There was no difference between strategies in proportions of patients with kidney disease at study endpoint (A, 39.8%; B, 45.2%; P = .453), or in evidence of disease progression (A, 10.2%; B, 11.8%; P = .720).
4. DISCUSSION
A significant challenge in treating older patients with diabetes is achieving glucose targets without increased risk of hypoglycaemia. We report the results of the first study attempting to compare benefits and risks of treatment strategies available in a group representative of the older population. The study aimed at assessing whether a glucose‐dependent (Strategy‐A) versus a non‐glucose‐dependent (Strategy‐B) anti‐hyperglycaemic strategy may achieve better results in the primary composite endpoint of achieving and maintaining individualized glycaemic treatment goals without “clinically significant” hypoglycaemia in older, vulnerable patients with T2D. The novelty of this study is the primary endpoint, selected to comprise avoidance of both hyperglycaemia and hypoglycaemia. Other novel features include involvement of a well characterized (from a functional standpoint) older population who were frail and/or had comorbidities together with evaluation of treatment strategies across multiple lines of therapy and use of individualized glycaemic targets.

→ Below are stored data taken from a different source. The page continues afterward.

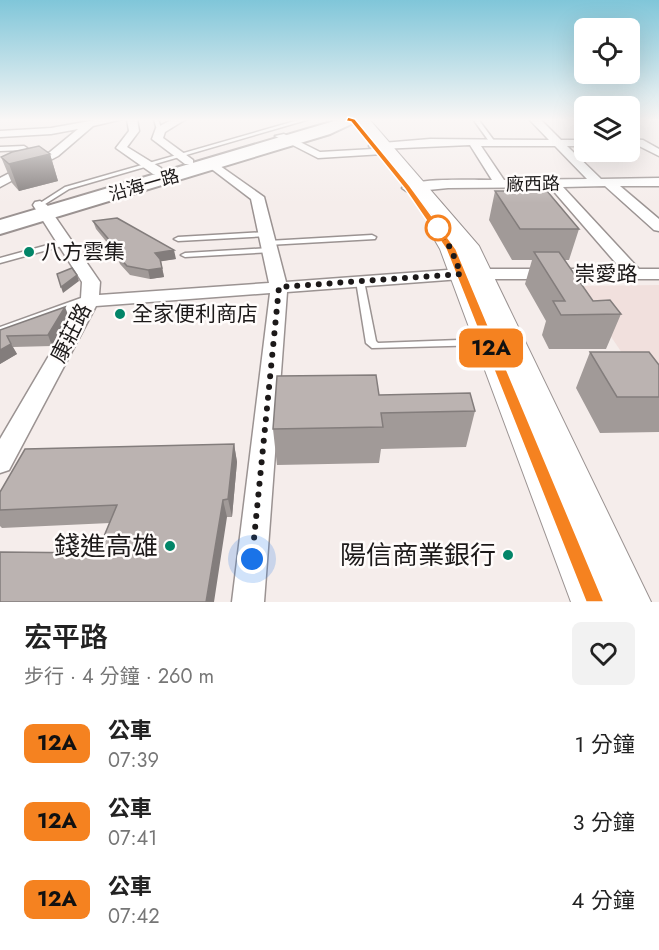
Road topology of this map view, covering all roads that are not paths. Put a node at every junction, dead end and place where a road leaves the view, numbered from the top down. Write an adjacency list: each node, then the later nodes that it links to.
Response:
1 (44, 147): 17 (street)
2 (62, 147): 19 (street)
3 (122, 147): 16 (street)
4 (168, 147): 14 (street)
5 (222, 147): 14 (lane)
6 (244, 147): 14 (main road, 沿海一路)
7 (262, 147): 15 (main road, 沿海一路)
8 (301, 147): 9 (street)
9 (379, 147): 23 (street)
10 (477, 147): 22 (street)
11 (562, 147): 21 (street)
12 (24, 148): 13 (lane); 17 (street)
13 (0, 149)
14 (185, 159): 16 (main road, 沿海一路)
15 (213, 165): 24 (main road, 沿海一路); 31 (street)
16 (152, 168): 24 (main road, 沿海一路)
17 (4, 170)
18 (659, 182): 21 (street, 廠西路)
19 (0, 183)
20 (553, 183): 21 (street, 廠西路); 22 (street, 廠西路); 35 (street)
21 (604, 183): 27 (street)
22 (501, 184): 23 (street, 廠西路)
23 (414, 187): 34 (street)
24 (44, 209): 25 (main road, 沿海一路); 26 (main road, 沿海一路); 30 (street, 康莊路)
25 (0, 216)
26 (0, 227)
27 (659, 227)
28 (372, 237): 31 (lane)
29 (178, 239): 31 (lane)
30 (66, 242): 33 (lane); 39 (street, 康莊路)
31 (268, 243): 32 (lane); 38 (street)
32 (185, 255)
33 (0, 261)
34 (471, 274): 35 (street, 崇愛路); 37 (street, 崇愛路); 41 (street); 45 (street)
35 (634, 274): 36 (street, 崇愛路)
36 (659, 274)
37 (360, 281): 38 (street, 崇愛路); 41 (lane)
38 (279, 287): 39 (street, 崇愛路); 43 (street)
39 (90, 302): 40 (street, 崇愛路); 42 (street, 康莊路)
40 (0, 334)
41 (489, 342): 44 (street)
42 (0, 462)
43 (248, 602)
44 (594, 602)
45 (628, 602)

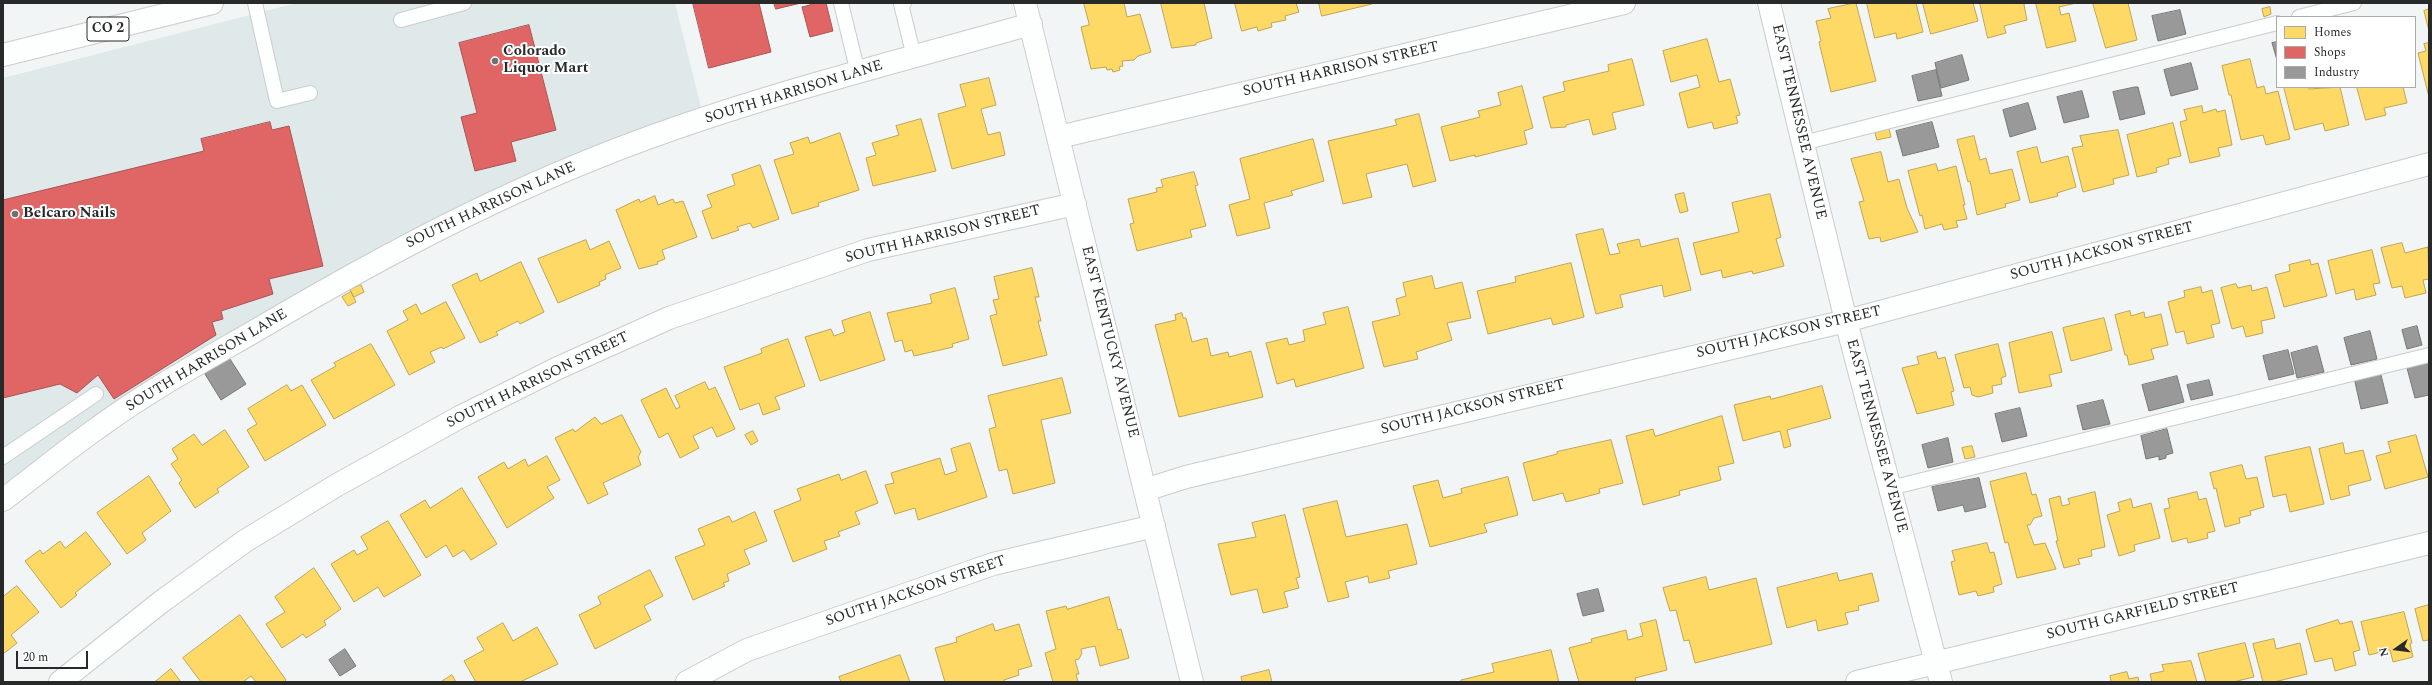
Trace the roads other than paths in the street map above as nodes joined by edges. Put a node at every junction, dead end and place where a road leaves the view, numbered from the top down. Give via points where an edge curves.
1 (212, 3) edge
2 (255, 3) edge
3 (464, 3) edge
4 (841, 3) edge
5 (904, 3) edge
6 (1025, 3) edge
7 (1624, 3) edge
8 (1769, 3) edge
9 (2354, 3) edge
10 (2303, 16) edge
11 (401, 20) dead end
12 (2276, 23) edge
13 (1031, 24) junction
14 (3, 55) edge
15 (914, 57) junction
16 (858, 73) junction
17 (310, 93) dead end
18 (1058, 137) junction
19 (1803, 143) junction
20 (2429, 164) edge
21 (1075, 204) junction
22 (1846, 321) junction
23 (2429, 355) edge
24 (96, 394) dead end
25 (3, 457) edge
26 (1890, 488) junction
27 (1145, 490) junction
28 (3, 499) edge
29 (1154, 526) junction
30 (2429, 543) edge
31 (1939, 672) edge
32 (60, 682) edge
33 (687, 682) edge
34 (1192, 682) edge
35 (1857, 682) edge

1 - 14 street, CO 2
2 - 17 lane via 277,101
3 - 11 lane
4 - 16 lane
5 - 15 lane via 902,4
6 - 13 street, EAST KENTUCKY AVENUE
7 - 18 street, SOUTH HARRISON STREET
8 - 19 street, EAST TENNESSEE AVENUE
9 - 10 lane
12 - 19 lane
13 - 15 street, SOUTH HARRISON LANE
13 - 18 street, EAST KENTUCKY AVENUE
15 - 16 street, SOUTH HARRISON LANE
16 - 28 street, SOUTH HARRISON LANE via 760,100 600,156 520,189 433,230 352,274 114,417
18 - 21 street, EAST KENTUCKY AVENUE
19 - 22 street, EAST TENNESSEE AVENUE
20 - 22 street, SOUTH JACKSON STREET
21 - 27 street, EAST KENTUCKY AVENUE
21 - 32 street, SOUTH HARRISON STREET via 868,250 669,318 558,368 446,425 337,485 245,541 161,602
22 - 26 street, EAST TENNESSEE AVENUE
22 - 27 street, SOUTH JACKSON STREET via 1210,472
23 - 26 lane
24 - 25 lane
26 - 31 street, EAST TENNESSEE AVENUE
27 - 29 street, EAST KENTUCKY AVENUE
29 - 33 street, SOUTH JACKSON STREET via 993,564 747,650
29 - 34 street, EAST KENTUCKY AVENUE
30 - 31 street, SOUTH GARFIELD STREET
31 - 35 street, SOUTH GARFIELD STREET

Both strategies resulted in improved glycaemic control and clinically meaningful HbA1c reductions of ~1.1%. At endpoint, mean HbA1c was 7.2% in each cohort. Improved glucose control was achieved with no clinically significant hypoglycaemia. However, it was evident from the interim results that Strategy‐B confers a significantly greater hypoglycaemia risk pertaining to categories other than clinically significant episodes (ie, total, symptomatic, asymptomatic).
Hypoglycaemic events are typically assigned different degrees of clinical importance, but information continues to emerge that suggests all such episodes may be relevant. For example, recent data have shown increased risk of cardiac arrhythmias in association with both asymptomatic episodes with interstitial glucose levels <3.1 mmol/L (“severe episodes”)32 and nocturnal33 hypoglycaemia. Given that any hypoglycaemic event may be considered “clinically relevant,” particularly in older, vulnerable populations, hindsight leads us to question whether our choice of primary endpoint was too stringent or restrictive in this study. Moreover, it is unlikely that, had “any hypoglycaemic episode” been used in the primary endpoint, the study would have been stopped on the basis of futility; however, this can only be confirmed in future studies designed to investigate benefits and risks of these 2 strategies in vulnerable, older patients. Given the frequent occurrence of asymptomatic hypoglycaemia in older patients, use of continuous glucose monitoring (CGM) in all patients in this study may have yielded some valuable data. Indeed, a subset of patients in this study were monitored by CGM and the results have been reported separately.34 The major value of this study lies in the lessons learned that can be applied to the conduct of future studies. As such, we examined this study's limitations.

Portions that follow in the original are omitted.